BEAVER, Oklahoma. The “panhandle” region of Oklahoma has been occupied by humans for millennia, but it has been losing population in recent years, a fact that puts a strain on public services. “When people call to say they got a house on fire, I have to tell them to wait until the next budget cycle,” says Cimarron County Fire Chief Mel Orthwein, shaking his head sadly. “Also that they should show up to vote in case it’s a close call.”
But when officials called for a 10% across-the-board cut to regional services, the overwhelmingly female employees of the twelve largest libraries in the area’s three counties adopted a fund-raising technique that has been successful in other, more populous areas of the country; a calendar that mocks the pin-up versions often seen in gas stations and other predominantly male workplaces by depicting women of a certain age and physique in alluring poses and varying states of undress.

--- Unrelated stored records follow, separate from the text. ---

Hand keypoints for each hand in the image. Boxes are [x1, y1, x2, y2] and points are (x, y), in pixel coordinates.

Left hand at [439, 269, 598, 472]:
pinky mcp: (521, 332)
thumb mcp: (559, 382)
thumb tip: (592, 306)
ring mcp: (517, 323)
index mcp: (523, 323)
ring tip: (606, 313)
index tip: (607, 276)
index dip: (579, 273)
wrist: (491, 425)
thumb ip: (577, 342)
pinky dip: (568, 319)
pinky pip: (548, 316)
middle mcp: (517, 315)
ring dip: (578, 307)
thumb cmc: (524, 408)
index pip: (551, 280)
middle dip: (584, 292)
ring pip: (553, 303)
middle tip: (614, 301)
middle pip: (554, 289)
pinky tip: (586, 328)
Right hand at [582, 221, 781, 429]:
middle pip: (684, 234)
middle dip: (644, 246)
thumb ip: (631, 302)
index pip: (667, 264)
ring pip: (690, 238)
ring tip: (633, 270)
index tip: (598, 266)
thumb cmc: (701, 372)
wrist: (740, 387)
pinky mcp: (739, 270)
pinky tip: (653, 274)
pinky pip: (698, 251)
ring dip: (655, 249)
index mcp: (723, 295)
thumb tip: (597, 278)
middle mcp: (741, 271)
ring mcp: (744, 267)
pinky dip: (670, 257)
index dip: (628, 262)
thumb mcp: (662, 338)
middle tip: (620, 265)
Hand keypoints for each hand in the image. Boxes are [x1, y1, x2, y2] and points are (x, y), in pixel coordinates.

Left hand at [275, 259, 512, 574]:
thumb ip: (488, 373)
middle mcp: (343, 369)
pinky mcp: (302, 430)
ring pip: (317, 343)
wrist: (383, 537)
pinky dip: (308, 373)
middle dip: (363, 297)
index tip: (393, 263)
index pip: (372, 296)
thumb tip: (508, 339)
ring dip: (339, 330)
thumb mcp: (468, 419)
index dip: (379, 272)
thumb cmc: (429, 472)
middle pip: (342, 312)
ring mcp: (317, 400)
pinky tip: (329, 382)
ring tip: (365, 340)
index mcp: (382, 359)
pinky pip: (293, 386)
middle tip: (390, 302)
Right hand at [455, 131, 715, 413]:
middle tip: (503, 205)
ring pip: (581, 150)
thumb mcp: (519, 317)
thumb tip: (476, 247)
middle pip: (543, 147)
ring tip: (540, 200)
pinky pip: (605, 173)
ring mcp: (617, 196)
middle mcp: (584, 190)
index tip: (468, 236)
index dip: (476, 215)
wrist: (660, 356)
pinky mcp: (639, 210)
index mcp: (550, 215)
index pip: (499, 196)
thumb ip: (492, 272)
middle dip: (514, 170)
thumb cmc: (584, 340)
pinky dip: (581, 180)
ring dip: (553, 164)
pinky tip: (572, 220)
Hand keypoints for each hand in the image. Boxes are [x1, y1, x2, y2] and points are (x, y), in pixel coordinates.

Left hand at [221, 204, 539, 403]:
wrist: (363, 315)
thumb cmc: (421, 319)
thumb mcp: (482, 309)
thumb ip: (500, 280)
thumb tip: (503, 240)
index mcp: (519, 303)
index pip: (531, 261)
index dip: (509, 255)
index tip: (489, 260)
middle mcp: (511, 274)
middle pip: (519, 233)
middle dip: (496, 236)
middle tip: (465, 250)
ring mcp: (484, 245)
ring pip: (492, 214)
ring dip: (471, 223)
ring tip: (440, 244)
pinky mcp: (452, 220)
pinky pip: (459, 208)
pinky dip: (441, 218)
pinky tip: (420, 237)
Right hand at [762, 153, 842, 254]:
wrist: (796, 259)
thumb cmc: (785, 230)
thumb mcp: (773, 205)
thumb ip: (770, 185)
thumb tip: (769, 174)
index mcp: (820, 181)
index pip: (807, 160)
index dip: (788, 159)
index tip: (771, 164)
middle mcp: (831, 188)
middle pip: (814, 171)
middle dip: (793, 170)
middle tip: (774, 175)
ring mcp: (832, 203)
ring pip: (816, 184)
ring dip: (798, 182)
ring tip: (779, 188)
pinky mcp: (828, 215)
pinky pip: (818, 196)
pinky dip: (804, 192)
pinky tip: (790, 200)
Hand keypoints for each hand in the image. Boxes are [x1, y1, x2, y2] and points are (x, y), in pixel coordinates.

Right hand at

“We wanted to do something, not just hang our heads and say is ‘Woe is me,’ or rather ‘Woe is–are?–us’,” says Emily Nostrand, who runs the library in Balko. “We decided it should be both educational as well as embarrassing.”

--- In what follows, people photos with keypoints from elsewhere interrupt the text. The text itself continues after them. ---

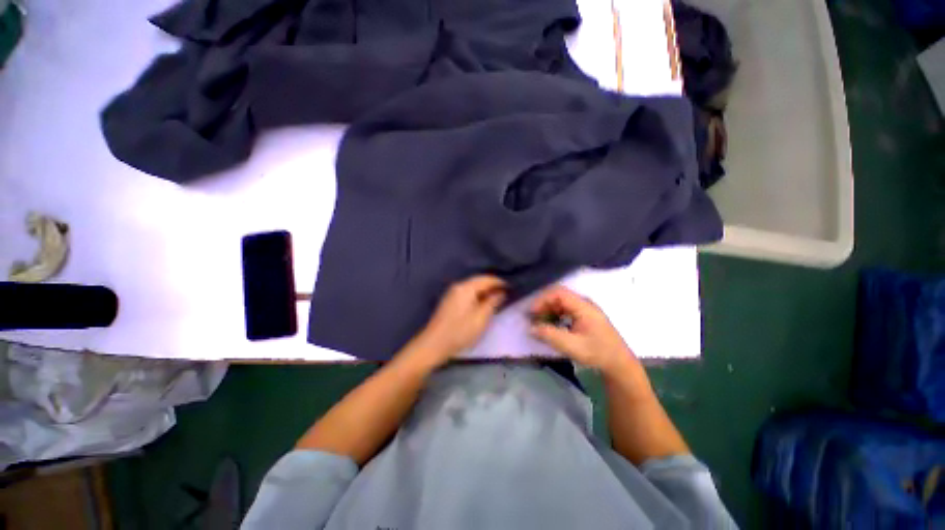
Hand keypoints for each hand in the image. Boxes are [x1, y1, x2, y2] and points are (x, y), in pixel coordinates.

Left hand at [412, 275, 506, 364]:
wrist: (434, 344)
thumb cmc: (460, 331)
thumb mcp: (480, 318)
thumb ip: (492, 303)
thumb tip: (501, 292)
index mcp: (466, 288)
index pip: (486, 279)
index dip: (500, 282)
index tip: (512, 287)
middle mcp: (458, 286)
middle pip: (478, 281)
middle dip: (492, 286)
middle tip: (506, 293)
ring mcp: (452, 293)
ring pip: (472, 287)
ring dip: (485, 291)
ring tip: (497, 299)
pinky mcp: (449, 301)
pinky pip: (467, 293)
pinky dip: (477, 296)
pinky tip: (483, 304)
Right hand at [529, 286, 638, 375]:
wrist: (619, 365)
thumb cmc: (597, 353)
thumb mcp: (572, 346)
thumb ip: (550, 335)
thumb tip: (530, 328)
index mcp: (583, 306)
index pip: (558, 293)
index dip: (542, 300)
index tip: (531, 312)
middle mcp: (584, 303)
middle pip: (558, 296)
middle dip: (543, 305)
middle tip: (532, 318)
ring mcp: (585, 309)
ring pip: (561, 303)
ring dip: (548, 311)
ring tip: (539, 323)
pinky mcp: (584, 317)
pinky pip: (565, 310)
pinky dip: (554, 315)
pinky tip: (550, 326)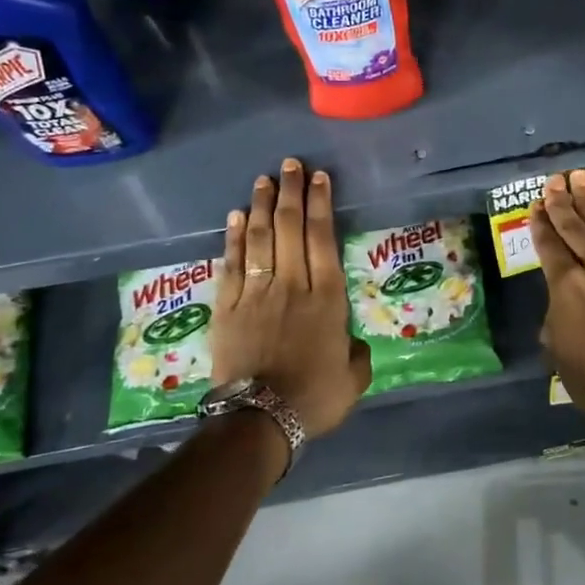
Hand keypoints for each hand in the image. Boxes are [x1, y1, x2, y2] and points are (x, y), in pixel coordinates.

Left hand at [211, 158, 370, 436]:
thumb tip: (351, 343)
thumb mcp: (353, 379)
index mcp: (327, 299)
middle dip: (291, 193)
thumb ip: (357, 355)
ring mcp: (255, 293)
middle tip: (290, 165)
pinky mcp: (227, 307)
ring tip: (264, 180)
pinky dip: (232, 238)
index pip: (323, 239)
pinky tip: (234, 217)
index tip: (319, 178)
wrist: (259, 419)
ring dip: (261, 206)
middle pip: (289, 228)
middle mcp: (292, 285)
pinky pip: (231, 264)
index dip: (321, 205)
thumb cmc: (314, 398)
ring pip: (258, 239)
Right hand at [532, 170, 584, 441]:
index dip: (540, 223)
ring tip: (577, 176)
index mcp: (564, 287)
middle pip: (573, 227)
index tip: (535, 204)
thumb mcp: (557, 348)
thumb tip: (564, 299)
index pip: (548, 245)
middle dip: (560, 202)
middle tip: (552, 180)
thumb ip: (555, 312)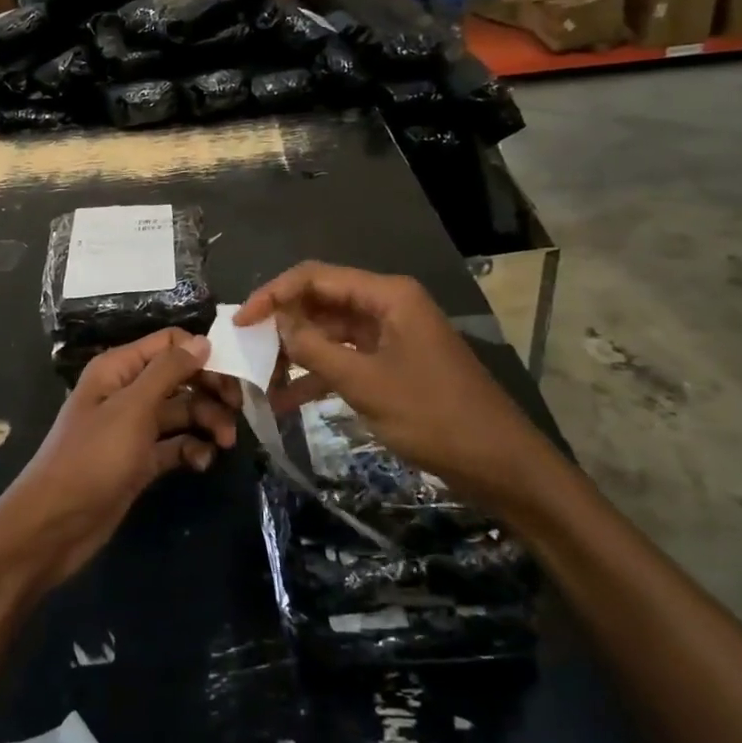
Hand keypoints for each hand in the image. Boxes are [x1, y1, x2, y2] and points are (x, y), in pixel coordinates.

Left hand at [0, 330, 237, 591]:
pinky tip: (202, 463)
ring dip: (206, 422)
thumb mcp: (132, 408)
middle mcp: (127, 392)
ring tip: (224, 443)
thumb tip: (203, 340)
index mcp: (119, 368)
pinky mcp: (139, 461)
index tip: (233, 375)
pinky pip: (174, 445)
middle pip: (179, 378)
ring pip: (181, 412)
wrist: (55, 525)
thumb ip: (168, 371)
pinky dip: (191, 450)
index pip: (169, 344)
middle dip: (210, 391)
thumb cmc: (92, 458)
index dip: (201, 354)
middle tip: (237, 411)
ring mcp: (133, 428)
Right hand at [235, 262, 553, 508]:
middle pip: (321, 301)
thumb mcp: (366, 383)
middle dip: (283, 323)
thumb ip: (316, 348)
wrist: (501, 465)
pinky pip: (345, 359)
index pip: (315, 277)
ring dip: (297, 352)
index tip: (240, 321)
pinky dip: (318, 375)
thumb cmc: (435, 417)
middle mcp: (387, 306)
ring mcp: (390, 336)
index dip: (273, 294)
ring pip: (330, 332)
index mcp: (387, 295)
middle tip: (245, 349)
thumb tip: (277, 323)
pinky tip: (286, 399)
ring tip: (259, 377)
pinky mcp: (392, 365)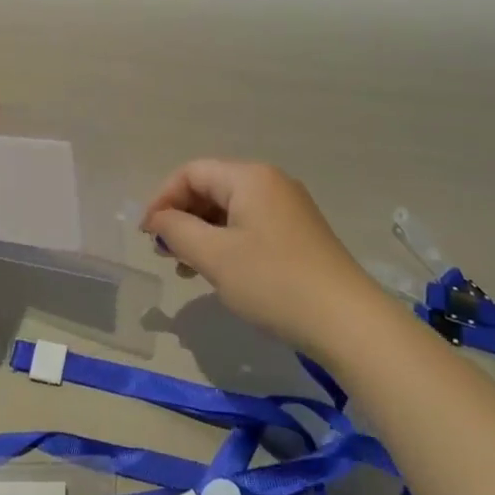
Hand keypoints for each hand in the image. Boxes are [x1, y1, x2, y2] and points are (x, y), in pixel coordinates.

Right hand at [141, 159, 382, 356]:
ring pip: (229, 210)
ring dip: (201, 233)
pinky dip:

And so “The Girls of the Dewey Decimal System” was born, after a relatively uneventful gestation period. “For some reason, there was no shortage of volunteers to display their, uh, wares in an effort to get people to read more,” says Nostrand.
The chosen theme was drawn from the Dewey Decimal System, a library classification method devised in 1876 by Melville Louis Kossuth “Melvil” Dewey, an educator who also established the standard dimensions for catalog cards. “Dewey assigned a number to just about every possible topic with a prurient interest,” says Gosling Rutherford, who is writing a biography of the man credited with opening library “stacks,” once accessible only to librarians, to the common man. “You’ve got 306.7 for Sexual Relations, 616.8583 for Sexual Practices Viewed as Mental Disorders,” Rutherford notes. “He really covered the waterfront.”

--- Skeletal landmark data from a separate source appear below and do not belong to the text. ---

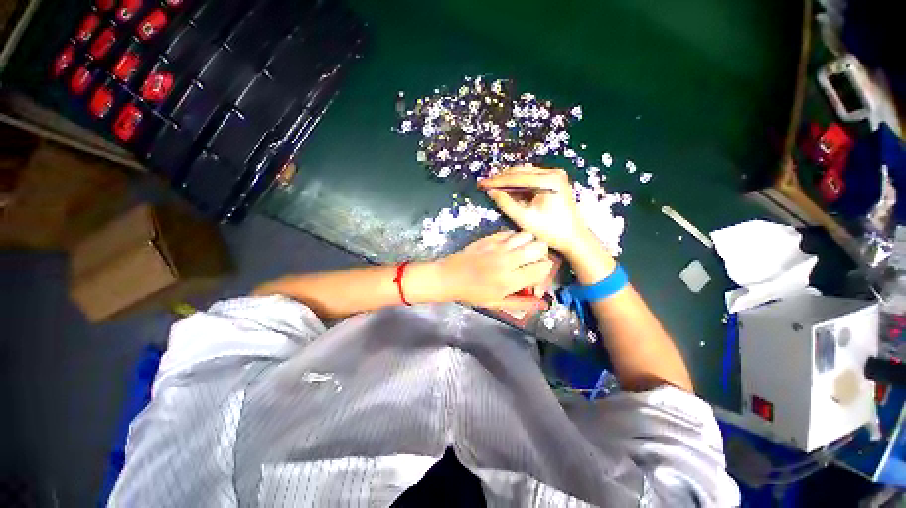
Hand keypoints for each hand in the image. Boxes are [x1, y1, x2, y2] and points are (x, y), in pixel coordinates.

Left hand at [437, 231, 552, 310]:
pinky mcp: (489, 238)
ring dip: (529, 243)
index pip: (542, 268)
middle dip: (541, 254)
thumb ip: (522, 303)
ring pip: (527, 235)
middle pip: (539, 247)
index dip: (545, 270)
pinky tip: (509, 245)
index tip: (537, 273)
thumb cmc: (472, 293)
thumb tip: (544, 303)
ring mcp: (498, 247)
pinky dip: (515, 237)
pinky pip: (510, 232)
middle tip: (532, 261)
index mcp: (510, 280)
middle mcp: (507, 261)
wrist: (449, 277)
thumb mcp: (497, 303)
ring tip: (522, 251)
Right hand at [479, 165, 591, 256]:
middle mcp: (554, 172)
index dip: (497, 181)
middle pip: (521, 171)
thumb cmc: (550, 231)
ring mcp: (556, 175)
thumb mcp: (524, 219)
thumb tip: (490, 192)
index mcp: (549, 180)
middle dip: (501, 178)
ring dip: (509, 180)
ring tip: (493, 185)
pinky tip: (507, 188)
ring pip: (526, 173)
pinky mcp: (555, 181)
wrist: (573, 238)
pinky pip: (532, 178)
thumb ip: (505, 204)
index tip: (481, 183)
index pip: (517, 177)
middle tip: (484, 183)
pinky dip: (519, 184)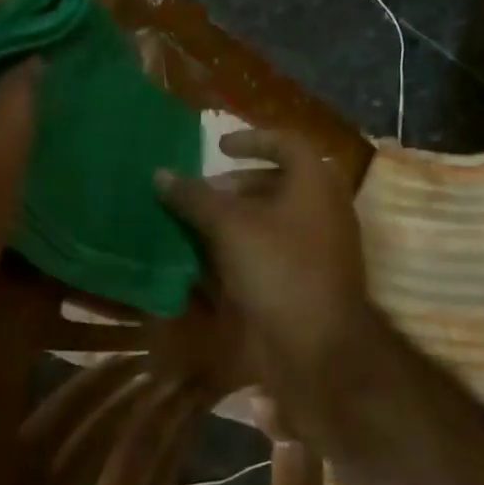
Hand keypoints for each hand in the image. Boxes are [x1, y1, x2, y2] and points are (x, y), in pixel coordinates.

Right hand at [156, 130, 374, 410]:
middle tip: (201, 195)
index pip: (286, 142)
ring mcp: (320, 246)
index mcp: (315, 182)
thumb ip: (195, 198)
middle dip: (235, 186)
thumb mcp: (230, 227)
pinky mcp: (309, 278)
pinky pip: (275, 250)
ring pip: (274, 220)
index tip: (218, 147)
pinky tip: (212, 262)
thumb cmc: (279, 268)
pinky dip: (245, 248)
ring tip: (197, 227)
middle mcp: (323, 208)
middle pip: (278, 182)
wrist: (318, 345)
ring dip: (236, 220)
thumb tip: (160, 174)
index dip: (251, 139)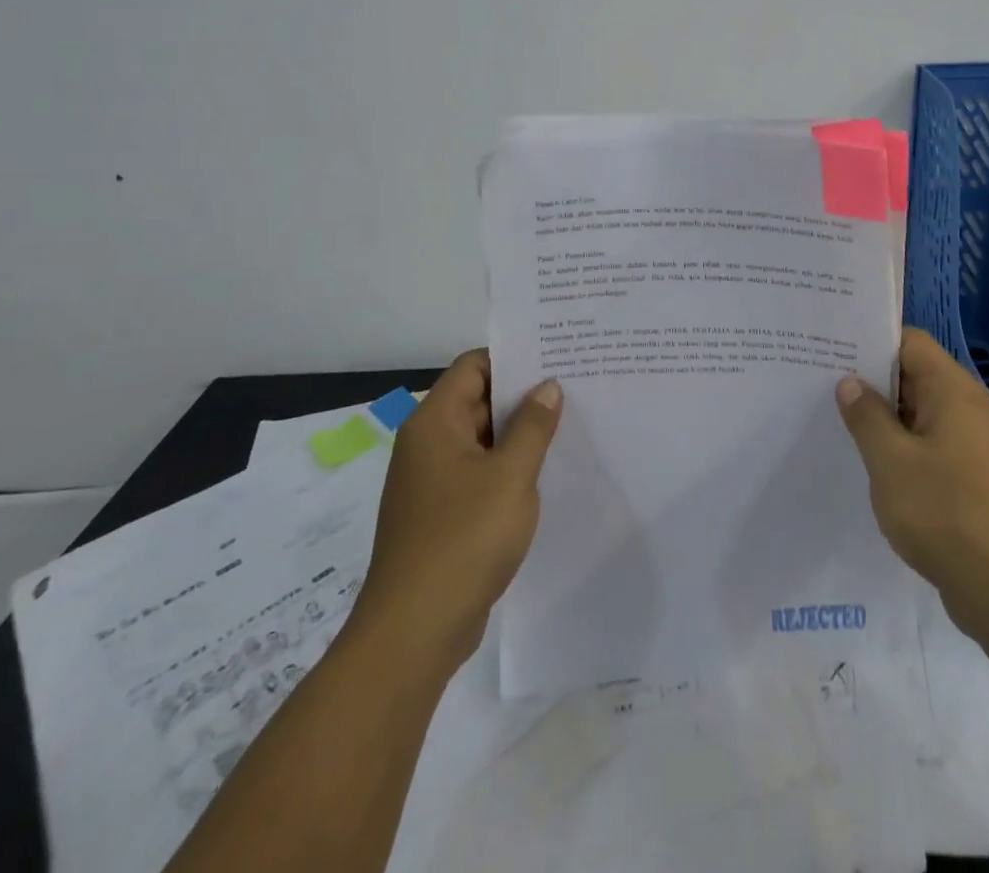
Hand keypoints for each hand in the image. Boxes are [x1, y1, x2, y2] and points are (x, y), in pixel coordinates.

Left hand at [353, 350, 561, 674]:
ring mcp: (432, 483)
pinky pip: (478, 474)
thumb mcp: (511, 475)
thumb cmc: (463, 539)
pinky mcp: (441, 515)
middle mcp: (427, 445)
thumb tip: (548, 386)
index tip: (555, 356)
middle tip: (574, 387)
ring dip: (518, 434)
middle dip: (523, 395)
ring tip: (569, 425)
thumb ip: (533, 426)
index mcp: (434, 424)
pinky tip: (545, 474)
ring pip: (481, 440)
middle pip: (477, 400)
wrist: (414, 633)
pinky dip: (507, 468)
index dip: (513, 357)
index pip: (473, 366)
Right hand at [836, 328, 988, 647]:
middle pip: (915, 377)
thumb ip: (867, 417)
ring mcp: (975, 447)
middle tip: (821, 386)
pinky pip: (931, 449)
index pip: (910, 342)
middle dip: (872, 382)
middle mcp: (969, 410)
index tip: (831, 349)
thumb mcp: (891, 461)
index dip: (871, 341)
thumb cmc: (947, 513)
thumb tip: (851, 382)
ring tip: (837, 424)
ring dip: (885, 421)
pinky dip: (902, 451)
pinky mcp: (974, 481)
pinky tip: (871, 468)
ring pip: (921, 417)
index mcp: (953, 391)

The initiative has been a moderate success and has put reading on the radar screens of many males whose interests had previously been limited to football, fishing, spring football, rodeos and more football. “It really opened my eyes to a whole different world,” says Del Furnell, a 33-year-old bachelor who lives in Texhoma. “I’m gonna drop by the library today and check out Jane Austen’s latest.”